## [RECORDED DATA]
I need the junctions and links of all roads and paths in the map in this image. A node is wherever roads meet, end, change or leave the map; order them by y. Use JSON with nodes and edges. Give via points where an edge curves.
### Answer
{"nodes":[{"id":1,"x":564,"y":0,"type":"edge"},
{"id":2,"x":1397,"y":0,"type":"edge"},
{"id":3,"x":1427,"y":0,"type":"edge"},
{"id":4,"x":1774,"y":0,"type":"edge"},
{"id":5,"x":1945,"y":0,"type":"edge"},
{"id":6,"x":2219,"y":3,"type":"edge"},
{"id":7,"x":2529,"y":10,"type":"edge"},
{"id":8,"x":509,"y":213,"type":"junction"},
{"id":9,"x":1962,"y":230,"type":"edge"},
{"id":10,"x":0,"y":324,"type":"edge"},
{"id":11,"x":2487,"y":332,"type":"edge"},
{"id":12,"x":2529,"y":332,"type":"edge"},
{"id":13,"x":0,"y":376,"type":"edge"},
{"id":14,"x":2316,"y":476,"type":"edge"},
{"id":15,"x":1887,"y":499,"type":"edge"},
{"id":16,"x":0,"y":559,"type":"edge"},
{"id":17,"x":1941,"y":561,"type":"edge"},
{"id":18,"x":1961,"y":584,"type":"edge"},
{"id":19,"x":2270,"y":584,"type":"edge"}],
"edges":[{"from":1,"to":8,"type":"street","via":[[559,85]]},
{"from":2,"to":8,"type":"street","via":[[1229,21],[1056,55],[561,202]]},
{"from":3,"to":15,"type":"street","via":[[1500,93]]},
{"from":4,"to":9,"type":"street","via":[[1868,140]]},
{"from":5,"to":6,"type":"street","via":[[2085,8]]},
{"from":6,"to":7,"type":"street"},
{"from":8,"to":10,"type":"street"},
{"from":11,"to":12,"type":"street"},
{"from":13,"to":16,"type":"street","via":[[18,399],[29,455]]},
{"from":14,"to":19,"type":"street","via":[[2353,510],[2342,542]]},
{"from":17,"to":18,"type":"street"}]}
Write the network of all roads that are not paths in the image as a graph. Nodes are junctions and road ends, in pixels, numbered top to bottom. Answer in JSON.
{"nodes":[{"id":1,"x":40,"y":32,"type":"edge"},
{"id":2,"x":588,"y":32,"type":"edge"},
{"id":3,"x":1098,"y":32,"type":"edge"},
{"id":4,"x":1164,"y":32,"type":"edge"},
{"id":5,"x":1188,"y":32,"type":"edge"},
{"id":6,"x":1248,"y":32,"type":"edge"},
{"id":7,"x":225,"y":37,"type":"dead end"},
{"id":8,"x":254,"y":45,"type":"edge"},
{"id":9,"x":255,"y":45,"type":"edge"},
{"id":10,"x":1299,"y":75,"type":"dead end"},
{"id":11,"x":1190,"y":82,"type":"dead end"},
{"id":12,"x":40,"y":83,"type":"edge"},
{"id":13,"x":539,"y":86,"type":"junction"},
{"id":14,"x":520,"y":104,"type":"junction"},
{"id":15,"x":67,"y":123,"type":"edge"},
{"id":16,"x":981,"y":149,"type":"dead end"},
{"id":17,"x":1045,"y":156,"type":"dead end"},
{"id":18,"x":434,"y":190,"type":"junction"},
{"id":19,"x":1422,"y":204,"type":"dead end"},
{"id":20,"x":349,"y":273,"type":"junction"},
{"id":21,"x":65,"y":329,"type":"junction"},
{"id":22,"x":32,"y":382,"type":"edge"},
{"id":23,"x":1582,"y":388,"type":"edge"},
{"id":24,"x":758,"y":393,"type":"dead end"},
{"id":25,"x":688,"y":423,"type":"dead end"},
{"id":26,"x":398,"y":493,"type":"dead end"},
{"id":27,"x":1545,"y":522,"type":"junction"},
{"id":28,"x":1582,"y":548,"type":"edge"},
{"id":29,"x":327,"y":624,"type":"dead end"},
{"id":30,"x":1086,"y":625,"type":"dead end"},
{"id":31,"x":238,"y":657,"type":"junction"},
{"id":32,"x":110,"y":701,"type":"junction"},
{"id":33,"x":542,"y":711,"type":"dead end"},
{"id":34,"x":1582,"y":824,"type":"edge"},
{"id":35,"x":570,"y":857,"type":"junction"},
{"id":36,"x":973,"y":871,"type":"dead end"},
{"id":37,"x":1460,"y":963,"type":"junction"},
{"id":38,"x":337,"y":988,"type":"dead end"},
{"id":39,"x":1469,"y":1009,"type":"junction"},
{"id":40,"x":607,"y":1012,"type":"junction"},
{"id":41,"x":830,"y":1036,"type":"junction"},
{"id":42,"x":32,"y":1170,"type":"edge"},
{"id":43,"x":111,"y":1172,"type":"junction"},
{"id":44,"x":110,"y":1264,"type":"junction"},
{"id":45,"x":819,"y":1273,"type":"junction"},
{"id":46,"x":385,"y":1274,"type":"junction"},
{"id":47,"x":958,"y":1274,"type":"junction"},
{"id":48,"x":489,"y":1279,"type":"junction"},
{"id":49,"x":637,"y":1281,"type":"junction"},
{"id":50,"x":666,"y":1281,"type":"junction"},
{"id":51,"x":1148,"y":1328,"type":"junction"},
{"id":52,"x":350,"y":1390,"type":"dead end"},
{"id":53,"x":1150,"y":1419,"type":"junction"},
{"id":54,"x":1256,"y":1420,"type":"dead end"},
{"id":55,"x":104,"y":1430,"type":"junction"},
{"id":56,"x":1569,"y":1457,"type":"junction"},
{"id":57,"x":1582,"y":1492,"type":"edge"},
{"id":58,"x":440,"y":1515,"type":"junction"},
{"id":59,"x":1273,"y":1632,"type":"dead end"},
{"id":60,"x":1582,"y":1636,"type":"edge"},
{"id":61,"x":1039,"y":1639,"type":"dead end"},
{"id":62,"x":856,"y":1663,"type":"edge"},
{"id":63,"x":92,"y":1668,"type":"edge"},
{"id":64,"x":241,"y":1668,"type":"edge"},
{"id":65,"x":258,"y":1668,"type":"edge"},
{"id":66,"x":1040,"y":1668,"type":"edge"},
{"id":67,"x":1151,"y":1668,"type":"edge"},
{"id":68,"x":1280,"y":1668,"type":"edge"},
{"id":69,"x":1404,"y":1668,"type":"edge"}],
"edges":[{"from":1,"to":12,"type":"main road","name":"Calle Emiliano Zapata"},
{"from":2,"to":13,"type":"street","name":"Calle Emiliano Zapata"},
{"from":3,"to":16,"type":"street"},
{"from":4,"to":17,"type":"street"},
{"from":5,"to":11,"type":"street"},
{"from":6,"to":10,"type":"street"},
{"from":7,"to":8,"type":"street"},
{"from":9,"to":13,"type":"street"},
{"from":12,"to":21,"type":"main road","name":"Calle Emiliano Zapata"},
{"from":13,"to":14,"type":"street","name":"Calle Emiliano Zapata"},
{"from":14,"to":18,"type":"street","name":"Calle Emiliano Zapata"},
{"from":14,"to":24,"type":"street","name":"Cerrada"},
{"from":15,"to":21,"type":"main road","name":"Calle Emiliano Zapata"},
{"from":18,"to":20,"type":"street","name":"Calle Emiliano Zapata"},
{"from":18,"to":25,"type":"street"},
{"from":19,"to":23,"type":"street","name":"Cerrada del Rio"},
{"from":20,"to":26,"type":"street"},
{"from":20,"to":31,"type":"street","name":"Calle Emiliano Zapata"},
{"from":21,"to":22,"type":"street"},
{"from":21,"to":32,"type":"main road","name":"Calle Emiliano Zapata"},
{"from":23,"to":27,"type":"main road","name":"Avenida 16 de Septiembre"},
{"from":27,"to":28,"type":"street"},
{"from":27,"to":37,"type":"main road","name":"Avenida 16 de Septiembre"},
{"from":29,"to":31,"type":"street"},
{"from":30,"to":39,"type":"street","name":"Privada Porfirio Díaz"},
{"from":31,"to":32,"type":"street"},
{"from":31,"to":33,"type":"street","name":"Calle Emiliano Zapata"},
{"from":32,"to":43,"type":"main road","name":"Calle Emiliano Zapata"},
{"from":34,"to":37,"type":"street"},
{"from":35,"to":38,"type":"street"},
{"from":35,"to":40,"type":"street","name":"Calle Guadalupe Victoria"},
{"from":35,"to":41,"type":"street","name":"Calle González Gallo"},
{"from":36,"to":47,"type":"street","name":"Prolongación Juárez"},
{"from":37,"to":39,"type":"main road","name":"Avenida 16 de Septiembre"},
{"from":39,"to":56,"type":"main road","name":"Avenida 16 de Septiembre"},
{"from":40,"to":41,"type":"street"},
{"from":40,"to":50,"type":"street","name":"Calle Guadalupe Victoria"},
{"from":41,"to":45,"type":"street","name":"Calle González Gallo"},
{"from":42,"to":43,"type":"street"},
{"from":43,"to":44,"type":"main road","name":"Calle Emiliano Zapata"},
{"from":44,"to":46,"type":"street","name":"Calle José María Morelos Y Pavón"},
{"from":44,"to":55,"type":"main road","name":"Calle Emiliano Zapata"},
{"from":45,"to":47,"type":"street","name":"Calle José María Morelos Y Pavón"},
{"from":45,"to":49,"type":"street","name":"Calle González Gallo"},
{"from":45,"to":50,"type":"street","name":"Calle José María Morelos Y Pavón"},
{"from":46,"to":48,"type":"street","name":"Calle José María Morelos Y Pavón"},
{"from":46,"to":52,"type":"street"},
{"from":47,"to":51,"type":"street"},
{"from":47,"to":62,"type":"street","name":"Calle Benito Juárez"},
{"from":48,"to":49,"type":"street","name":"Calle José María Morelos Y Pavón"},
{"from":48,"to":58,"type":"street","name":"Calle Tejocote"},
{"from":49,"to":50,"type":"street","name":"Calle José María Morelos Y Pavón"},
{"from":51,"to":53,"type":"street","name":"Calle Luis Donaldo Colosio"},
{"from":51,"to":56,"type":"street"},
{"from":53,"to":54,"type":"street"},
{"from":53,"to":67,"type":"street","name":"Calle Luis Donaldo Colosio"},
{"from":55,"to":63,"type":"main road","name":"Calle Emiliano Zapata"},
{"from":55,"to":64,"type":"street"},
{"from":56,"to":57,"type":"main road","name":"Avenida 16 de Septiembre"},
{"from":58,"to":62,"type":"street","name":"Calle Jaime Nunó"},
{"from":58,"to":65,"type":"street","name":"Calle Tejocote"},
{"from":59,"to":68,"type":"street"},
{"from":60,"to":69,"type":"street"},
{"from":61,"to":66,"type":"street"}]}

## [WORK ITEM]
Write out every line of the entries that holds the word "Cerrada".

## [SOLUTION]
{"from":14,"to":24,"type":"street","name":"Cerrada"},
{"from":19,"to":23,"type":"street","name":"Cerrada del Rio"},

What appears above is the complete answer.